◆ **What the exercise asks**:
Below are the records; pull every line that includes "dead".

◆ **Data for analysis**:
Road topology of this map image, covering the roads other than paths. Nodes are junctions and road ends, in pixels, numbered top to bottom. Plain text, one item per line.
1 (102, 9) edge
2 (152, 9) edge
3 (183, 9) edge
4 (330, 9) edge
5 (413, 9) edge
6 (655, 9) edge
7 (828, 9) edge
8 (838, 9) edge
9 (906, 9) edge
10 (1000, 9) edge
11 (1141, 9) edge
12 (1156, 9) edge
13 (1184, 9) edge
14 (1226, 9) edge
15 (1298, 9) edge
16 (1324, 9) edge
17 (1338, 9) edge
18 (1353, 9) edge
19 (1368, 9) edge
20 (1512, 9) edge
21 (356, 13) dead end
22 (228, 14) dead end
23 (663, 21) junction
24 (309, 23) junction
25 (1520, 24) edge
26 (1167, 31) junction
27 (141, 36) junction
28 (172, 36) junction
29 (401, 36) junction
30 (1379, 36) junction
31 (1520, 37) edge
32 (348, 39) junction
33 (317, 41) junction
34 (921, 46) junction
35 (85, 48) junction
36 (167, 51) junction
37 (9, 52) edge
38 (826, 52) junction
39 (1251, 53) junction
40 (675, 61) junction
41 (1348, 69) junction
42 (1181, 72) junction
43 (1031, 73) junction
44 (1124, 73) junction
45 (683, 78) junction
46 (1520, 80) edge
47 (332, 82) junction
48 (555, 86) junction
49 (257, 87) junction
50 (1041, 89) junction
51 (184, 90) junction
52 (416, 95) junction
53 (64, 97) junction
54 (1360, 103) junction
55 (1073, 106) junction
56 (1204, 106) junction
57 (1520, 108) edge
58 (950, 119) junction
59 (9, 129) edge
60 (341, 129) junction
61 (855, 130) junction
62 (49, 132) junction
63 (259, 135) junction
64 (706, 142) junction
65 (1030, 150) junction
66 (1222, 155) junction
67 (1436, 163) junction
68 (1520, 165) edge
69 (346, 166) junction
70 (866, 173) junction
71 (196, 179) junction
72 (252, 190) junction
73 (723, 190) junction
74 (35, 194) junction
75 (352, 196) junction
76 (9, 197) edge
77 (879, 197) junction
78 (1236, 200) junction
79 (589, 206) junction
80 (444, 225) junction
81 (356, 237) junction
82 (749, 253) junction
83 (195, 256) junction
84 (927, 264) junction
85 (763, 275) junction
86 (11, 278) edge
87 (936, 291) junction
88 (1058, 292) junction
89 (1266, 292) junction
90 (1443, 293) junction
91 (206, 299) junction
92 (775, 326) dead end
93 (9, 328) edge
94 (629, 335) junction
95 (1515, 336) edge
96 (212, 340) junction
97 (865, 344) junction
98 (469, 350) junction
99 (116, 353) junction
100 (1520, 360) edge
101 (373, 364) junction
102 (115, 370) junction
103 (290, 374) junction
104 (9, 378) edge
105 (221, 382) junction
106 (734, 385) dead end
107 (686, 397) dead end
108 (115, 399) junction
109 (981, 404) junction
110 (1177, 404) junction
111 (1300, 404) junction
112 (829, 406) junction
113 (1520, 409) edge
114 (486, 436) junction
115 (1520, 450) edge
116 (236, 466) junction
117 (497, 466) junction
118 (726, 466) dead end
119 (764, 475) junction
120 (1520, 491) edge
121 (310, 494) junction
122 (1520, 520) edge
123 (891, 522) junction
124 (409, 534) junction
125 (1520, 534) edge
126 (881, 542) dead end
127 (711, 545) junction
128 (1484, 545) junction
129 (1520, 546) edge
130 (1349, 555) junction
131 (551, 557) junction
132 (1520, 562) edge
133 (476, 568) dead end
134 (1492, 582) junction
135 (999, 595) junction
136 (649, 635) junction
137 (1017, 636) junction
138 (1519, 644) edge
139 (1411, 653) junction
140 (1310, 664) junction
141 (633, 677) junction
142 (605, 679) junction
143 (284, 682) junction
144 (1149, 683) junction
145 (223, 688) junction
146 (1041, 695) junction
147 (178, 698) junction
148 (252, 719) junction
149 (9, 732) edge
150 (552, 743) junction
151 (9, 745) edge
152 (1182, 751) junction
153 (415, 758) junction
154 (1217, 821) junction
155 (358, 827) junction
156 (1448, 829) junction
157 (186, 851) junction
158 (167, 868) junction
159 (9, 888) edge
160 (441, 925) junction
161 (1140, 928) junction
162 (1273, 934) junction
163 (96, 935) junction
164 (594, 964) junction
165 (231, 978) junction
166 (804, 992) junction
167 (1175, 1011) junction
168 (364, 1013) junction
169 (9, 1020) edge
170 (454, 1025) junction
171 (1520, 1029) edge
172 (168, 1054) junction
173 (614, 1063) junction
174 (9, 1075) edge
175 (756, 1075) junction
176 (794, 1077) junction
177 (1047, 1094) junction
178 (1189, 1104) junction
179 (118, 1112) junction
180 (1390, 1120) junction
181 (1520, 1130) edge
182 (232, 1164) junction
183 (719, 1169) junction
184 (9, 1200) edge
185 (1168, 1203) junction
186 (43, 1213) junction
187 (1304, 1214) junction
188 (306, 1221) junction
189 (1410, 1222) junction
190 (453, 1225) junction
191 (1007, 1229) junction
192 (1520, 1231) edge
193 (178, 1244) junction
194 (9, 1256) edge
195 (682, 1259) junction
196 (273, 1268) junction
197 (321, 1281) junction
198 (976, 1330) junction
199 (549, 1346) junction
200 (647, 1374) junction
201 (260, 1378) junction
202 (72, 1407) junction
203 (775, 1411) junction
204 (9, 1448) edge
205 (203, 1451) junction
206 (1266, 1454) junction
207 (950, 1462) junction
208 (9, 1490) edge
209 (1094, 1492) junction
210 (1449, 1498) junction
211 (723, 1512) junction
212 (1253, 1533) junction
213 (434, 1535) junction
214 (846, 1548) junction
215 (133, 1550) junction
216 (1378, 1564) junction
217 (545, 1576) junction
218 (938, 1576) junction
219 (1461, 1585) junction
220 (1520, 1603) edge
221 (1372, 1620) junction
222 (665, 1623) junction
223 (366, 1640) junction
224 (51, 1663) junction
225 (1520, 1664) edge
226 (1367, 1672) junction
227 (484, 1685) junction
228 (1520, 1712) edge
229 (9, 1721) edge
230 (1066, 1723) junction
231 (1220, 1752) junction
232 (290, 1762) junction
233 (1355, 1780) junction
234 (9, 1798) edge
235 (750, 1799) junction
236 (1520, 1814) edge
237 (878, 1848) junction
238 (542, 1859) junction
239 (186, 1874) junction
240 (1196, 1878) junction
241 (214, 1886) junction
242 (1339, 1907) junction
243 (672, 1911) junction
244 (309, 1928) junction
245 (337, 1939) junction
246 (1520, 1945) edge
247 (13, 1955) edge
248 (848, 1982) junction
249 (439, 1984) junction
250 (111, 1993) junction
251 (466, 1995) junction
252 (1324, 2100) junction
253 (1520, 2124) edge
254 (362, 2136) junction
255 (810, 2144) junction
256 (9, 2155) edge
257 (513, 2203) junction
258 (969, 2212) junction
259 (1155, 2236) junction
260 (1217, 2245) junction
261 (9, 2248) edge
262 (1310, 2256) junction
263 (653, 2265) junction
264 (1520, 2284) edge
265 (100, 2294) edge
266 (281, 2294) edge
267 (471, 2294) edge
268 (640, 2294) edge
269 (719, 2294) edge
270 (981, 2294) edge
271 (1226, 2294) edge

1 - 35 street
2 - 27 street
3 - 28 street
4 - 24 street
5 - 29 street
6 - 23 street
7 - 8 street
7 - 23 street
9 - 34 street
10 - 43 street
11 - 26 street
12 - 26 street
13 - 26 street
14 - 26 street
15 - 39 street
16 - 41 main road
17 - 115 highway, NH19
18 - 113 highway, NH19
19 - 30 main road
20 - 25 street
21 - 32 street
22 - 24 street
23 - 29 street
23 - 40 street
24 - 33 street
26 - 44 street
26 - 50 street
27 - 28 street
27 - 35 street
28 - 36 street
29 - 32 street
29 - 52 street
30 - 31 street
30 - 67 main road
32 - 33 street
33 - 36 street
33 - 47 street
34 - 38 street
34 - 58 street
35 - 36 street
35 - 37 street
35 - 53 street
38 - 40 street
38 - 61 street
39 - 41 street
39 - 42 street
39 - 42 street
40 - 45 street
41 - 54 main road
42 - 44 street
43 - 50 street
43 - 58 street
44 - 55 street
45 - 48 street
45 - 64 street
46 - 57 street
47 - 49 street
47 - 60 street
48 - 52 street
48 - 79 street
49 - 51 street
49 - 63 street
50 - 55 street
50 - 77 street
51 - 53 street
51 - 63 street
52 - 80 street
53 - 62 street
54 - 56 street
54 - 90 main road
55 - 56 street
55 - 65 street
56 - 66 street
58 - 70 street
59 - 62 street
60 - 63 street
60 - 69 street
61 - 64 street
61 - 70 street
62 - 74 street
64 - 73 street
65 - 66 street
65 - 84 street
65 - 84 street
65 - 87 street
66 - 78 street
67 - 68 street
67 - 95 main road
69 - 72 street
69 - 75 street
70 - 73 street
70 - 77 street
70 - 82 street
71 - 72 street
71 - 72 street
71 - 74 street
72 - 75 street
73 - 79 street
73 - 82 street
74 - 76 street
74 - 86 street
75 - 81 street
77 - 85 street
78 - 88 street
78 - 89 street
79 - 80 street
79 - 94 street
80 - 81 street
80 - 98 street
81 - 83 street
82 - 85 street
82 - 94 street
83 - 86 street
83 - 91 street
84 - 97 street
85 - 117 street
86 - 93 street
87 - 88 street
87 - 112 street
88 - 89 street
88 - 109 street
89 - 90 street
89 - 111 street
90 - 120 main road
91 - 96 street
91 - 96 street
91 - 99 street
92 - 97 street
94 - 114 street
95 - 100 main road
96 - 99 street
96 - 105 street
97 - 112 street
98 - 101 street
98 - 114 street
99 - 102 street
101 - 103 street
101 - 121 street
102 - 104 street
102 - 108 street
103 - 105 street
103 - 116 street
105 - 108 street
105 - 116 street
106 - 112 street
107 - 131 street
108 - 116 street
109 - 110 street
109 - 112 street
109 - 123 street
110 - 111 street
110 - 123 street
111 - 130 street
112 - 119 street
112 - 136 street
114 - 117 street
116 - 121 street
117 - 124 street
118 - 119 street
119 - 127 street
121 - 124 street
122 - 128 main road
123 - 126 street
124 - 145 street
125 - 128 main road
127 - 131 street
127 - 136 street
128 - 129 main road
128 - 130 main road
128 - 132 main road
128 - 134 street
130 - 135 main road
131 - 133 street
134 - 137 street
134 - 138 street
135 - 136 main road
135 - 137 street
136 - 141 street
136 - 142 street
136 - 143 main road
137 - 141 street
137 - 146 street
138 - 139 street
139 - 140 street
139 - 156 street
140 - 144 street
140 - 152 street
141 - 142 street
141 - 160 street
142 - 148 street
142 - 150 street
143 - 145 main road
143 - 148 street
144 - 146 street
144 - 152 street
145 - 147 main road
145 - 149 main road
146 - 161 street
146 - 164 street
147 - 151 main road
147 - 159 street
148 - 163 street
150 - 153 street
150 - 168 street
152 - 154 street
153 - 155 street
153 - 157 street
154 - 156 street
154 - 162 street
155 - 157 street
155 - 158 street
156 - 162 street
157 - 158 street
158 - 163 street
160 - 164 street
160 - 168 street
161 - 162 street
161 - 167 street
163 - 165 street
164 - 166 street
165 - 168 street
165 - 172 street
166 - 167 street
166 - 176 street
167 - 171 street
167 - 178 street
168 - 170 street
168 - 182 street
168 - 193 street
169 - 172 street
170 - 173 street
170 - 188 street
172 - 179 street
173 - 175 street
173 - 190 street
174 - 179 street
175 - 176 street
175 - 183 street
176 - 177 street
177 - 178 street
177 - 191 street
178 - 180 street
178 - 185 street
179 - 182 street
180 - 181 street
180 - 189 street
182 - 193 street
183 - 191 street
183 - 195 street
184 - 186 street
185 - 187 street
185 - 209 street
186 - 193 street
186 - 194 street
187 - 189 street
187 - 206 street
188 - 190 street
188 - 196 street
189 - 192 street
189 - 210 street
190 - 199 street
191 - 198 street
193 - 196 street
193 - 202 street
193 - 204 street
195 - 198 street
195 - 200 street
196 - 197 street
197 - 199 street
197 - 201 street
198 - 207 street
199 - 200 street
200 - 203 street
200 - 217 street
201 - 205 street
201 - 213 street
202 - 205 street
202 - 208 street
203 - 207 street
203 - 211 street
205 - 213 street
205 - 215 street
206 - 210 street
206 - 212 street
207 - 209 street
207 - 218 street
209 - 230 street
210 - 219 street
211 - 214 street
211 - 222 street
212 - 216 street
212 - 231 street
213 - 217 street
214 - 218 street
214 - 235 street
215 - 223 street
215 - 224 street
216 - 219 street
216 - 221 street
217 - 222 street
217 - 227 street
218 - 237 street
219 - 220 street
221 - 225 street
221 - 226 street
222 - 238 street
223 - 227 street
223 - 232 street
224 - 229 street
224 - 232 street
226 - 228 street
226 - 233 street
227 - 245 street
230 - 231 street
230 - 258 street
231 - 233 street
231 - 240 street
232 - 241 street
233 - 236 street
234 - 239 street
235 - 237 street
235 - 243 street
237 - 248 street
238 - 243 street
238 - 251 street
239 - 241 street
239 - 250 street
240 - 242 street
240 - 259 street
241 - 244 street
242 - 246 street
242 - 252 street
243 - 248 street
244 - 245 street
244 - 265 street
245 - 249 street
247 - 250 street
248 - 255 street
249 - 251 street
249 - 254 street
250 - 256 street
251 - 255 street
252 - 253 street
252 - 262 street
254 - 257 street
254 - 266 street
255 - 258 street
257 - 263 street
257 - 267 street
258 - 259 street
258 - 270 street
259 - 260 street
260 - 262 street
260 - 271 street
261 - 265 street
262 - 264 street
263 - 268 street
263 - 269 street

◆ **Task result**:
21 (356, 13) dead end
22 (228, 14) dead end
92 (775, 326) dead end
106 (734, 385) dead end
107 (686, 397) dead end
118 (726, 466) dead end
126 (881, 542) dead end
133 (476, 568) dead end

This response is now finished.